This tactic de-centers the speculative artifact as the main unit of analysis, and instead brings our attention to the importance of the lifeworld. By explicitly portraying multiple alternative lifeworlds, design researchers can interrogate how the social meaning of a technology is co-constructed between the artifact and its lifeworld. The diversity of lifeworlds depicted through this tactic also sheds light on the multiplicity of the present reality. Within the world that we inhabit, technologies exist in multiple contexts and may have multiple social meanings.

icon depicting the Tactic: Depict stakeholders beyond users, and relationships beyond use

Tactic: Depict stakeholders beyond users, and relationships beyond use

A second tactic is to “Focus lifeworld descriptions on stakeholders beyond users, and relationships beyond use.” This builds on infrastructures research that focuses on the practices required to support sociotechnical systems, such as maintaining, repairing, managing, selling, regulating, or dismantling systems. This connects with existing HCI design work that looks at other types of relationships between humans and systems beyond that of “use.”

This tactic then, focuses on “uses beyond use.” For example, Stead’s Toaster for Life design fiction presents a speculative networked toaster with sustainable attributes, including the ability to repair, upgrade, customize, recycle, and track component parts.
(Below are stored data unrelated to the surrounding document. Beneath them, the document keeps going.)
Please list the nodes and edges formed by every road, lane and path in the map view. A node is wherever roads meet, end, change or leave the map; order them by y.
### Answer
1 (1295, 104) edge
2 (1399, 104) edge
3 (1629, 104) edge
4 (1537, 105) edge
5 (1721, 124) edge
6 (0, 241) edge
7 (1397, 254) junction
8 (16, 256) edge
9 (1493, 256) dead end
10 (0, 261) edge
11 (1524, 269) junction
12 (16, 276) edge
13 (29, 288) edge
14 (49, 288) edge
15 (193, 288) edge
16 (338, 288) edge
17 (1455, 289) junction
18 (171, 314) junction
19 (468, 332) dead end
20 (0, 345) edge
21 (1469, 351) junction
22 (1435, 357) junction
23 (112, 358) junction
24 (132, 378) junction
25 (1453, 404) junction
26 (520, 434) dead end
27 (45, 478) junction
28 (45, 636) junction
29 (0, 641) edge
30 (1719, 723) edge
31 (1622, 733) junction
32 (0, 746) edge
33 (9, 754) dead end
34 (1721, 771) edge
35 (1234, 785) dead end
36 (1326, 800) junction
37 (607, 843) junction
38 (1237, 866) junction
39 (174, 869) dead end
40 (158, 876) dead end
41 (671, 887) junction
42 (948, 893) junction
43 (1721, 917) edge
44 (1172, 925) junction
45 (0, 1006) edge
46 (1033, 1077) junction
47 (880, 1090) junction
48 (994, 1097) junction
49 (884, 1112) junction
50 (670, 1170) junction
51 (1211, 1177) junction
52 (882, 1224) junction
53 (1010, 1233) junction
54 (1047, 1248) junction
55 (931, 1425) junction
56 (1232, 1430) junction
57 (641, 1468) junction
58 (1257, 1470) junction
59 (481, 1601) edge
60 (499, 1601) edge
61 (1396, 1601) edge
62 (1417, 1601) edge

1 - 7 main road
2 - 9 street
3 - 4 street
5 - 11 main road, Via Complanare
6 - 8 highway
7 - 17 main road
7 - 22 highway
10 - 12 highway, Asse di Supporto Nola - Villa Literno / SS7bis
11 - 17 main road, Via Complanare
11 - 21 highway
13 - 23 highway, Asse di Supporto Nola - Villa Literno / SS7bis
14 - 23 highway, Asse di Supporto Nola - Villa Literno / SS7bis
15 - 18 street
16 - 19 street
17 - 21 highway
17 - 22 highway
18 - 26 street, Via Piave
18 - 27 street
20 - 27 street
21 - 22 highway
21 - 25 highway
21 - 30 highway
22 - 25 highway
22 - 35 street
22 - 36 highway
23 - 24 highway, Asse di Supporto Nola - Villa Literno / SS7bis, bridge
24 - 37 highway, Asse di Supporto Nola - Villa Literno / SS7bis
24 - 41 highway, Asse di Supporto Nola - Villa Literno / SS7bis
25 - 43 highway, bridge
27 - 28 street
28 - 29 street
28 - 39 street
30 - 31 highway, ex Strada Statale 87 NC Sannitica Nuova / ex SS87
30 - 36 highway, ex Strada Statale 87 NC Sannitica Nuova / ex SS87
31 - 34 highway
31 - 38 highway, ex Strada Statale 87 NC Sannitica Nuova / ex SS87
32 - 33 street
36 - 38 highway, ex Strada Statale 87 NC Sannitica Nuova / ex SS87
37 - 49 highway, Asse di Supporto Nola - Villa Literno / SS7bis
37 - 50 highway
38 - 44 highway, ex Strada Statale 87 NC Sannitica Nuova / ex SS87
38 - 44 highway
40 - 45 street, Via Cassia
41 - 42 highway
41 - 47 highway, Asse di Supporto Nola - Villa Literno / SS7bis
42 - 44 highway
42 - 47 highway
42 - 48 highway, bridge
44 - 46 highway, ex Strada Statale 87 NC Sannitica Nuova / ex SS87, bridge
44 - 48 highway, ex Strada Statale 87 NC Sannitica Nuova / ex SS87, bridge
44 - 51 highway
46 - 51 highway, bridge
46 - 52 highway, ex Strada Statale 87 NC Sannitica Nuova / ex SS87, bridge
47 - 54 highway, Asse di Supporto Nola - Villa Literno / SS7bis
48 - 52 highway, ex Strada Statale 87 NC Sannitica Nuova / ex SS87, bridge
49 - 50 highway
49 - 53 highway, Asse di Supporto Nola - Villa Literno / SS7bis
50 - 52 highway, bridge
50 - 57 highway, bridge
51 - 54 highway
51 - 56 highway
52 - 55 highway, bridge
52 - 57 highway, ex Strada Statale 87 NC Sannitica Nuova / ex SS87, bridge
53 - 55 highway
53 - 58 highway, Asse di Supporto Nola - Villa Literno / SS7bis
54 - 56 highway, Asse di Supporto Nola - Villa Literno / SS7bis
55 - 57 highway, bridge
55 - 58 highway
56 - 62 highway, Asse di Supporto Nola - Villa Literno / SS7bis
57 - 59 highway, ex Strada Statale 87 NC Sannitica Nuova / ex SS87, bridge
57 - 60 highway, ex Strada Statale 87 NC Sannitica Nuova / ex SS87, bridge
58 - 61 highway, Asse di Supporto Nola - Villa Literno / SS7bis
The fiction foregrounds a set of relationships and practices with the toaster that go beyond use. The toaster’s modularity centers repair and maintenance practices as a key mode of interacting with the toaster. The fiction also points to a broader set of stakeholders who interact with the toaster through practices of recycling, fabrication, and tracking of the toaster’s components throughout its lifecycle.

This tactic can be used to explore such questions around the multifaceted relationships and practices related to speculative artifacts. What forms of work might be necessary to maintain and sustain a system across time? Who does this work, and how is it valued?
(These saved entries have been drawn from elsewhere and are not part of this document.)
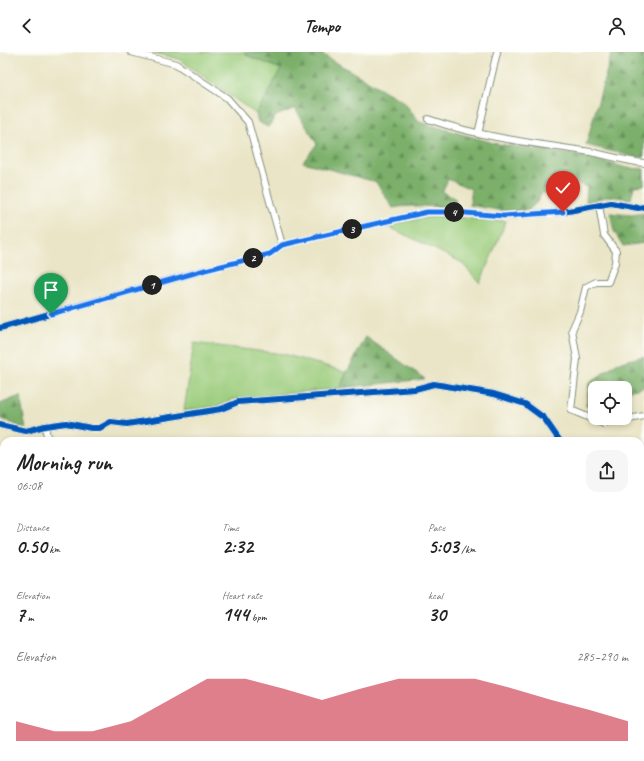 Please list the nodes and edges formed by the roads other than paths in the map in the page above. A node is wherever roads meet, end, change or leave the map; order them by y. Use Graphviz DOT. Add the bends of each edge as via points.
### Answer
graph roads {
  1 [pos="131,52"];
  2 [pos="498,52"];
  3 [pos="428,119"];
  4 [pos="478,134"];
  5 [pos="644,163"];
  6 [pos="598,205"];
  7 [pos="644,206"];
  8 [pos="282,245"];
  9 [pos="0,328"];
  10 [pos="644,416"];
  11 [pos="0,425"];
  12 [pos="45,426"];
  13 [pos="47,437"];
  14 [pos="557,437"];
  1 -- 8 [label="street" via="176,64 227,98 248,122"];
  2 -- 4 [label="street"];
  3 -- 4 [label="street"];
  4 -- 5 [label="street"];
  6 -- 7 [label="street" via="611,202 638,208"];
  6 -- 8 [label="street" via="563,212 504,216 427,212"];
  6 -- 10 [label="street" via="604,235 616,250 615,263 608,282 596,282 586,287 580,312 572,330 577,359 571,410 604,424"];
  8 -- 9 [label="street" via="270,254"];
  11 -- 12 [label="street" via="26,431"];
  12 -- 13 [label="street"];
  12 -- 14 [label="street" via="66,423 100,428 111,422 127,424 221,409 238,402 415,389 434,384 494,394 525,404 544,418"];
} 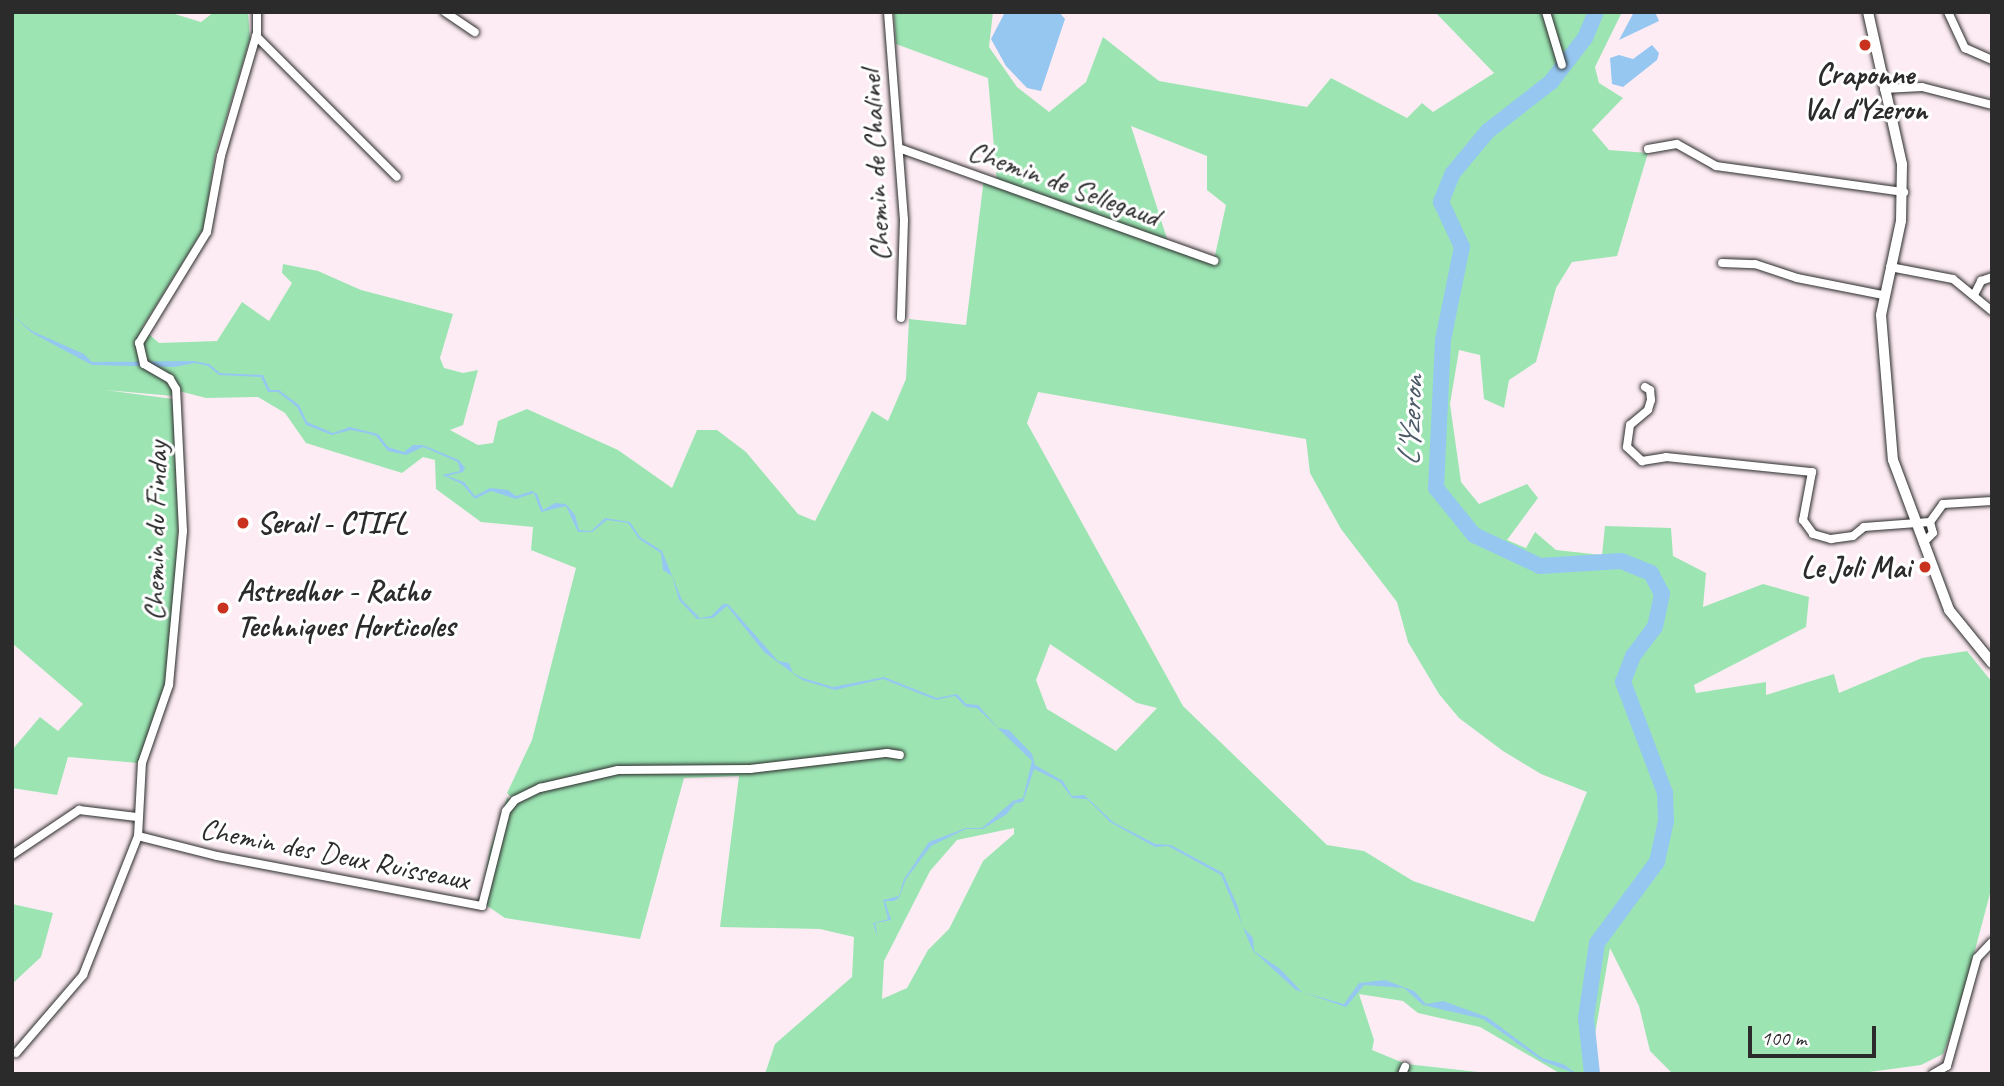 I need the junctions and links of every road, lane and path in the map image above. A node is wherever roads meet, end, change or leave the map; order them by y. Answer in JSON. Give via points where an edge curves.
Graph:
{"nodes":[{"id":1,"x":257,"y":12,"type":"edge"},
{"id":2,"x":445,"y":12,"type":"edge"},
{"id":3,"x":888,"y":12,"type":"edge"},
{"id":4,"x":1546,"y":12,"type":"edge"},
{"id":5,"x":1868,"y":12,"type":"edge"},
{"id":6,"x":1948,"y":12,"type":"edge"},
{"id":7,"x":475,"y":32,"type":"dead end"},
{"id":8,"x":256,"y":36,"type":"junction"},
{"id":9,"x":1992,"y":60,"type":"edge"},
{"id":10,"x":1562,"y":65,"type":"dead end"},
{"id":11,"x":1884,"y":89,"type":"junction"},
{"id":12,"x":1992,"y":105,"type":"edge"},
{"id":13,"x":899,"y":148,"type":"junction"},
{"id":14,"x":1648,"y":149,"type":"dead end"},
{"id":15,"x":397,"y":177,"type":"dead end"},
{"id":16,"x":1904,"y":192,"type":"junction"},
{"id":17,"x":1214,"y":261,"type":"dead end"},
{"id":18,"x":1722,"y":263,"type":"dead end"},
{"id":19,"x":1890,"y":267,"type":"junction"},
{"id":20,"x":1992,"y":277,"type":"edge"},
{"id":21,"x":1883,"y":295,"type":"junction"},
{"id":22,"x":1975,"y":295,"type":"junction"},
{"id":23,"x":1992,"y":312,"type":"edge"},
{"id":24,"x":901,"y":318,"type":"dead end"},
{"id":25,"x":1644,"y":387,"type":"dead end"},
{"id":26,"x":1992,"y":501,"type":"edge"},
{"id":27,"x":1930,"y":522,"type":"junction"},
{"id":28,"x":1915,"y":524,"type":"junction"},
{"id":29,"x":1923,"y":543,"type":"junction"},
{"id":30,"x":1992,"y":663,"type":"edge"},
{"id":31,"x":900,"y":755,"type":"dead end"},
{"id":32,"x":138,"y":817,"type":"junction"},
{"id":33,"x":138,"y":836,"type":"junction"},
{"id":34,"x":12,"y":855,"type":"edge"},
{"id":35,"x":1992,"y":942,"type":"edge"},
{"id":36,"x":16,"y":1053,"type":"dead end"},
{"id":37,"x":1933,"y":1074,"type":"edge"}],
"edges":[{"from":1,"to":8,"type":"street","name":"Chemin du Finday"},
{"from":2,"to":7,"type":"street"},
{"from":3,"to":13,"type":"street","name":"Chemin de Chalinel"},
{"from":4,"to":10,"type":"street"},
{"from":5,"to":11,"type":"main road"},
{"from":6,"to":9,"type":"street","via":[[1965,48]]},
{"from":8,"to":15,"type":"street"},
{"from":8,"to":32,"type":"street","name":"Chemin du Finday","via":[[221,156],[207,232],[141,336],[146,366],[170,379],[176,389],[183,531],[169,685],[142,763]]},
{"from":11,"to":12,"type":"street","via":[[1922,87]]},
{"from":11,"to":16,"type":"main road"},
{"from":13,"to":17,"type":"street","name":"Chemin de Sellegaud"},
{"from":13,"to":24,"type":"street","name":"Chemin de Chalinel","via":[[905,246]]},
{"from":14,"to":16,"type":"street","via":[[1677,144],[1716,166]]},
{"from":16,"to":19,"type":"main road"},
{"from":18,"to":21,"type":"street","via":[[1755,264],[1797,278]]},
{"from":19,"to":21,"type":"main road"},
{"from":19,"to":22,"type":"street","via":[[1945,276]]},
{"from":20,"to":22,"type":"street","via":[[1980,281]]},
{"from":21,"to":28,"type":"main road","via":[[1888,430],[1899,482]]},
{"from":22,"to":23,"type":"street"},
{"from":25,"to":28,"type":"street","via":[[1650,390],[1651,400],[1648,410],[1630,425],[1627,447],[1642,461],[1666,457],[1812,472],[1803,520],[1813,534],[1831,540],[1853,537],[1864,527]]},
{"from":26,"to":27,"type":"street","via":[[1943,504]]},
{"from":27,"to":28,"type":"street"},
{"from":27,"to":29,"type":"street","via":[[1933,533]]},
{"from":28,"to":29,"type":"main road"},
{"from":29,"to":30,"type":"main road","via":[[1949,610]]},
{"from":31,"to":33,"type":"street","name":"Chemin des Deux Ruisseaux","via":[[750,769],[618,771],[540,788],[514,800],[506,811],[482,906],[217,856]]},
{"from":32,"to":33,"type":"street","name":"Chemin du Finday"},
{"from":32,"to":34,"type":"street","via":[[79,810]]},
{"from":33,"to":36,"type":"street","name":"Chemin du Finday","via":[[83,975]]},
{"from":35,"to":37,"type":"street","via":[[1977,958],[1947,1066]]}]}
icon depicting Tactic: Focus on the bureaucratic mundane -- artifacts or organizations representing larger systems of power

Tactic: Focus on the bureaucratic mundane — artifacts or organizations representing larger systems of power

The last design tactic I’ll discuss is to “Create mundane artifacts or organizations whose disturbing effects are due to the systems of power and institutions within which they are embedded.” This comes from an understanding that new technologies are deployed in relation to existing institutions and systems of power.

This tactic contrasts with speculative exercises designing intentionally “evil” technologies. Rather than the “evilness” of a technology coming from malicious intent of its designers, the “evilness” arises from the systems of power in which the technology is embedded or adopted.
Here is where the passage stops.